Swartzieae has been assigned to Caesalpinioideae (Cowan, 1968), Swartzioideae (de Candolle, 1825a, 1825b; Corner, 1976), and Faboideae (Bentham, 1865, Hutchinson, 1964, Cowan, 1981). In 1968, Cowan (1968) was unable "finally to resolve the sub-familial relationship of Swartzia," but in 1981, he (Cowan 1981) placed it in the Faboideae and stated, "... features appear to support the arrangement adopted here (Cowan 1981) with the Swartzieae representing a relatively less-advanced position in the Papilionoideae (Faboideae).
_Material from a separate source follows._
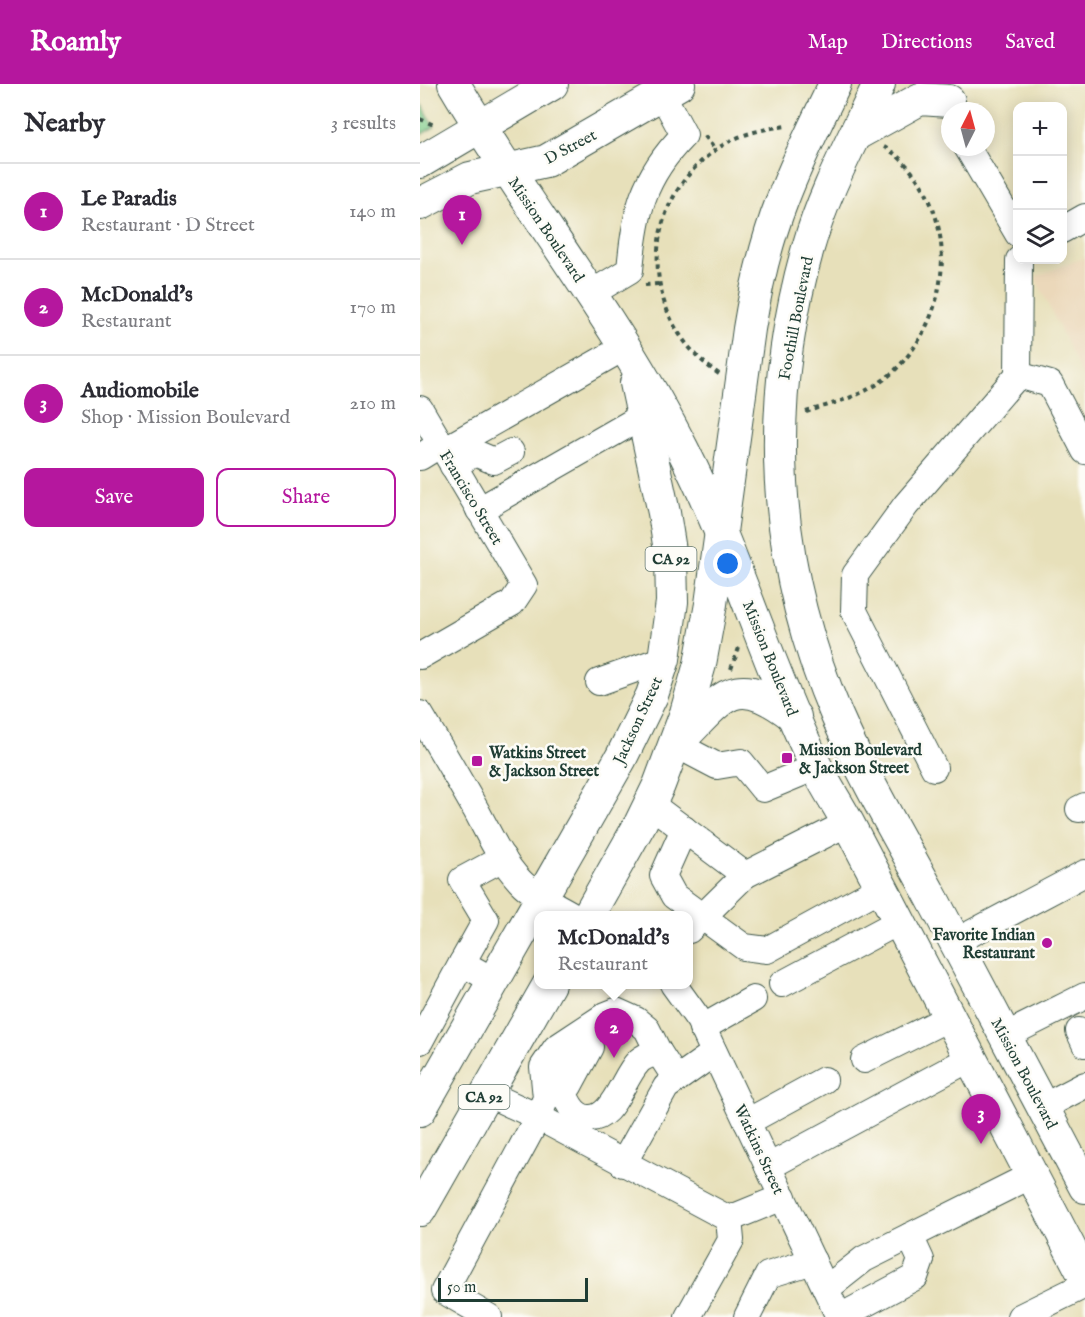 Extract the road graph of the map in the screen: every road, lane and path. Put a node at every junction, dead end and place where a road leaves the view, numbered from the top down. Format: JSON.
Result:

This conclusion is now supported by wood anatomy ..., by nodulation proclivity ..., and by chemistry ...; chromosome numbers of n=8, 10 or 14 ..., as well as pollen morphology ..., do not negate this conclusion." In the most recent assessment of the Fabaceae, Polhill (1994a, 1994b) maintained Swartzieae as a basal tribe of Faboideae, "transitional to the Caesalpinioideae." He transferred four genera from Sophoreae (2) into the Swartzieae, Amburana (3.1.15), Ateleia (3.1.13), Cyathostegia (3.1.14), and Holocalyx (3.1.12), and arranged the genera in four groups corresponding to clades in Herendeen's (1994) cladistic analysis. Herendeen carried out cladistic analyses using morphological characters of all Swartzieae genera, 19 genera of Sophoreae, and three Caesalpinioideae genera. He concluded that Swartzieae is polyphyletic and that it should be disbanded and its genera transferred to Sophoreae. Preliminary rbcL data (Doyle et al. 1997) supported his conclusions. Ireland et al. (2000) also carried out molecular phylogenetic studies. They also concluded that Swartizeae is polyphyletic, and suggested that possibly tribe Swartzieae could be maintained with Swartzia (3.1.01), Bobgunnia (3.1.01A), Bocoa (3.1.02), Ateleia (3.1.13), Cyathostegia (3.1.14) and the current remaining Swartzieae genera transferred to other tribes. Our seed data neither support nor refute the overall outlines of Herendeen's cladograms; they are discussed below for a few genera. Ferguson and Skvarla (1991) reported on the pollen morphology of Aldina and Swartzia (1.01), and the nine other genera of Swartzieae are covered in Ferguson and Skvarla (1988). Their data are summarized in a computer-generated key in Vezey et al. (1991). The pollen data for the tribe should be compared with our seed-fruit morphological data.